Consequences of hypoxia-reoxygenation phenomena in patients with obstructive sleep apnea syndrome.

BACKGROUND AND OBJECTIVES

Obstructive sleep apnea syndrome (OSAS) is a common disorder characterized by numerous episodes of absence of respiratory flow during sleep, which can be followed by a decrease in SaO2, which is rapidly normalized when ventilation resumes. We hypothesize that this hypoxia-reoxygenation phenomena may affect the generation of vascular endothelial growth factor (VEGF), erythropoietin (EPO), endothelin-1 (ENDO-1), and inducible nitric oxide synthase (iNOS).

DESIGN AND SETTING

Prospective, patients referred to sleep disorders center.

PATIENTS AND METHODS

The presence and severity of OSAS were determined using the standard overnight polysomnography. Diagnosis of OSAS was made when the apnea-hypopnea index (AHI) was ≥15, independent of the appearance of symptoms. Serum levels of VEGF, EPO, ENDO-1, and nitrite-nitrate were measured after overnight fasting in 69 patients with OSAS and in 17 healthy control subjects. Serum levels of VEGF and nitrite-nitrate were measured again after 12 weeks of treatment with continuous positive airway pressure (CPAP) in OSAS patients.

RESULTS

Serum VEGF levels were found to be significantly higher and nitrite-nitrate levels were found to be significantly lower in OSAS patients than in controls (P=.003, .008, respectively), but no differences in EPO and ENDO-1 levels were found between the groups.

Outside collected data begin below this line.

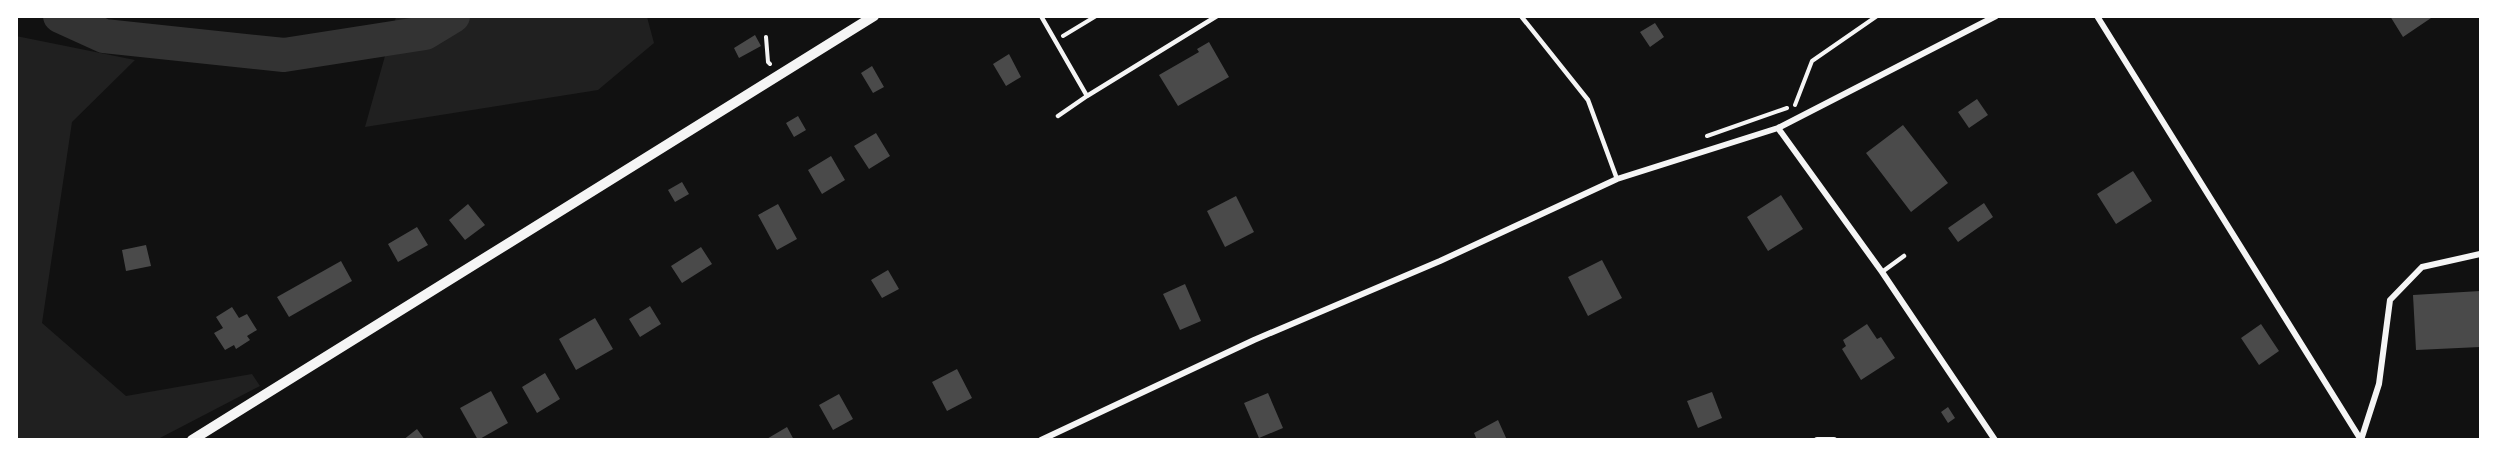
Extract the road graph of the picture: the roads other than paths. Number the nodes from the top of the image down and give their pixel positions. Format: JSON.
{"nodes":[{"id":1,"x":874,"y":16,"type":"edge"},
{"id":2,"x":1041,"y":16,"type":"edge"},
{"id":3,"x":1217,"y":16,"type":"edge"},
{"id":4,"x":1521,"y":16,"type":"edge"},
{"id":5,"x":1996,"y":16,"type":"edge"},
{"id":6,"x":2097,"y":16,"type":"edge"},
{"id":7,"x":1087,"y":96,"type":"junction"},
{"id":8,"x":1058,"y":116,"type":"dead end"},
{"id":9,"x":1778,"y":128,"type":"junction"},
{"id":10,"x":1617,"y":179,"type":"junction"},
{"id":11,"x":2481,"y":254,"type":"edge"},
{"id":12,"x":1904,"y":256,"type":"dead end"},
{"id":13,"x":1882,"y":272,"type":"junction"},
{"id":14,"x":192,"y":440,"type":"edge"},
{"id":15,"x":1041,"y":440,"type":"edge"},
{"id":16,"x":1817,"y":440,"type":"edge"},
{"id":17,"x":1834,"y":440,"type":"edge"},
{"id":18,"x":1995,"y":440,"type":"edge"},
{"id":19,"x":2361,"y":440,"type":"edge"}],
"edges":[{"from":1,"to":14,"type":"street"},
{"from":2,"to":7,"type":"lane"},
{"from":3,"to":7,"type":"lane"},
{"from":4,"to":10,"type":"lane"},
{"from":5,"to":9,"type":"street"},
{"from":6,"to":19,"type":"street"},
{"from":7,"to":8,"type":"lane"},
{"from":9,"to":10,"type":"street"},
{"from":9,"to":13,"type":"street"},
{"from":10,"to":15,"type":"street"},
{"from":11,"to":19,"type":"street"},
{"from":12,"to":13,"type":"lane"},
{"from":13,"to":18,"type":"street"},
{"from":16,"to":17,"type":"street"}]}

We demonstrated that in OSAS patients, the serum VEGF levels were decreased and nitrate levels were increased after 12 weeks of CPAP treatment (P=.001, .002, respectively).

CONCLUSION

According to our data, it is likely that hypoxia-reoxygenation phenomena affect the VEGF and nitrite-nitrate levels, which may be pathogenic factors in generating cardiovascular complications in OSAS.